During the 2015 West African offensive, Nigerian, Chadian, and Nigerien forces recaptured large swathes of Borno State that Boko Haram captured in late 2014. Malam Fatori had been captured by Boko Haram in November 2014. The offensive intensified in March, when Chadian and Nigerien forces captured Damasak, Chadian forces captured Dikwa, and Nigerian forces captured Bama and Gwoza. Chadian and Nigerien forces captured Talagam on the way to Malam Fatori. In response, ISWAP fighters launched a failed attack into Bosso, Niger, on March 30, attempting to slow the allied offensive.

== Battle ==
On March 31, Chadian and Nigerien soldiers divided into two columns to attack Malam Fatori. This offensive, which began at Damasak in mid-March and was led by Nigerien colonel Mohamed Toumba, Nigerien general Seyni Garba, and Chadian general Brahim Seid. Almost all of Malam Fatori's pre-war population of 30,000 fled when Boko Haram took over, and when the town was recaptured only a few elderly people remained. The Chadian government claimed to have recaptured Malam Fatori on the night of March 31 with brief ISWAP resistance, which the Nigerien government corroborated. The Nigerien government said ten jihadists were killed in the March 31 skirmish, although RFI said 40 were killed. Much of Malam Fatori was in ruins, as the ISWAP militants burned the town before they fled. The fighters also kidnapped some local women and stripped them completely naked to prevent them from escaping.
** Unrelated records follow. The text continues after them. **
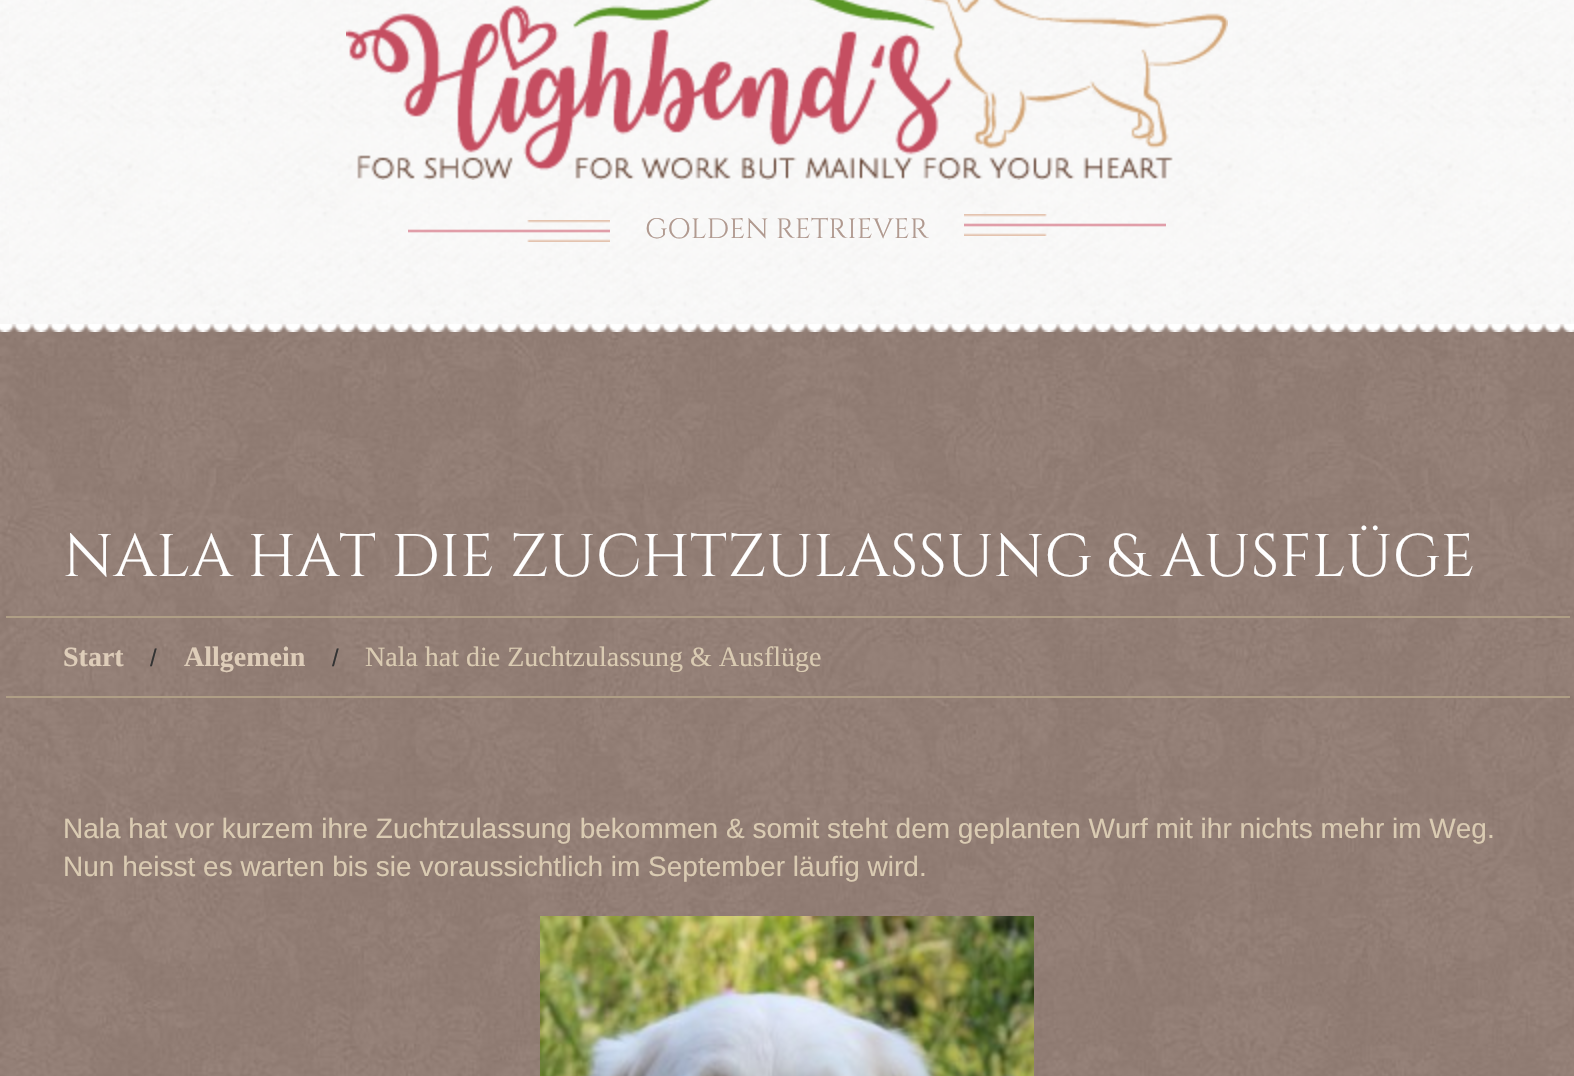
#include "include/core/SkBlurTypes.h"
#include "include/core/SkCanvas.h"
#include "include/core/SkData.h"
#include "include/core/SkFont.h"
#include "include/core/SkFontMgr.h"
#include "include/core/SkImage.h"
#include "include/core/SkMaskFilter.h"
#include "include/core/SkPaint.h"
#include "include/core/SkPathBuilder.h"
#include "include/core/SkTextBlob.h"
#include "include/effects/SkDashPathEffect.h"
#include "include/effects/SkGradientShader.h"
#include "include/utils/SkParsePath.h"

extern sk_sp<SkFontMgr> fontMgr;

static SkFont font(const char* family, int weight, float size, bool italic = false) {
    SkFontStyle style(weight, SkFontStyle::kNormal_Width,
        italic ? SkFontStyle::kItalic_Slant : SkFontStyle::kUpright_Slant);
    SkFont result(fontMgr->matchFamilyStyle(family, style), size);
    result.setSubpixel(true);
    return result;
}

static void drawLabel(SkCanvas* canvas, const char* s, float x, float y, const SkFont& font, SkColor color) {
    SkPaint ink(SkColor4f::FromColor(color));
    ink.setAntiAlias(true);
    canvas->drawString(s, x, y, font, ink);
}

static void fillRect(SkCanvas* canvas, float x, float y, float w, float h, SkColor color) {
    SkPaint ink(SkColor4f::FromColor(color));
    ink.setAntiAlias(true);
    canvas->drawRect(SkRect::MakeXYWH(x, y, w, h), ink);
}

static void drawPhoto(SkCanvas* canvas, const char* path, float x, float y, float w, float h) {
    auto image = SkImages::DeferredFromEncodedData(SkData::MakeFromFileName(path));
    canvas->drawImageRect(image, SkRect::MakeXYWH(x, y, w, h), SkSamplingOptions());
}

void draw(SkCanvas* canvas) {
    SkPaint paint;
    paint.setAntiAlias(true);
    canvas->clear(0xFFFFFFFF);
    drawPhoto(canvas, "assets/img1.png", 0, 0, 1574, 324);
    drawPhoto(canvas, "assets/img2.png", 9, 12, 1562, 312);
    drawPhoto(canvas, "assets/img3.png", 346, 0, 882, 180);
    drawPhoto(canvas, "assets/img4.png", 408, 220, 202, 22);
    SkFont font1 = font("Cinzel", 400, 28);
    drawLabel(canvas, "GOLDEN RETRIEVER", 645, 238, font1, 0xFFB19A90);
    drawPhoto(canvas, "assets/img5.png", 964, 214, 202, 22);
    drawPhoto(canvas, "assets/img7.png", 0, 324, 1574, 752);
    drawPhoto(canvas, "assets/img6.png", 0, 324, 1574, 8);
    SkFont font2 = font("Cinzel", 400, 60);
    drawLabel(canvas, "NALA HAT DIE ZUCHTZULASSUNG & AUSFLÜGE", 63, 576, font2, 0xFFFFFFFF);
    fillRect(canvas, 6, 616, 1564, 2, 0xFFAF9E85);
    fillRect(canvas, 6, 696, 1564, 2, 0xFFAF9E85);
    SkFont font3 = font("Liberation Serif", 700, 28);
    drawLabel(canvas, "Start", 63, 666, font3, 0xFFDECDB9);
    SkFont font4 = font("Liberation Sans", 400, 24);
    drawLabel(canvas, "/", 150, 666, font4, 0xFF333333);
    drawLabel(canvas, "Allgemein", 184, 666, font3, 0xFFDECDB9);
    drawLabel(canvas, "/", 332, 666, font4, 0xFF333333);
    SkFont font5 = font("Liberation Serif", 400, 28);
    drawLabel(canvas, "Nala hat die Zuchtzulassung & Ausflüge", 365, 666, font5, 0xFFDACBB2);
    SkFont font6 = font("Liberation Sans", 400, 28);
    drawLabel(canvas, "Nala hat vor kurzem ihre Zuchtzulassung bekommen & somit steht dem geplanten Wurf mit ihr nichts mehr im Weg.", 63, 838, font6, 0xFFDACBB2);
    drawLabel(canvas, "Nun heisst es warten bis sie voraussichtlich im September läufig wird.", 63, 876, font6, 0xFFDACBB2);
    drawPhoto(canvas, "assets/img8.png", 540, 916, 494, 160);
}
On April 1, ISWAP counter-attacked the Chadian and Nigerien forces in Malam Fatori. Ten Chadian soldiers were killed, and about fifteen were injured. However, Chadian and Nigerien troops maintained control of the city and arrests of ISWAP sympathizers began. Most of the fighters in Malam Fatori were young men, some as young as 15.

== Aftermath ==
Along with the Chadian casualties, the Chadian government said that around 150 ISWAP fighters were killed across the two days of fighting. The Nigerien government said that 289 ISWAP fighters were killed and 39 injured across all battles between March 26 and April 1. Col. Mohamed Toumba, the commander of the Nigerien forces, said that an initial toll of 100 fighters killed doubled to over 200 by April 2. Chadian general Brahim Seid said that only one prisoner had been taken.

After the battle, ISWAP held positions seven kilometers south of Malam Fatori. Mines were everywhere around the city and in the forests. Chad said that they were planning on transferring control of the town back to Nigeria.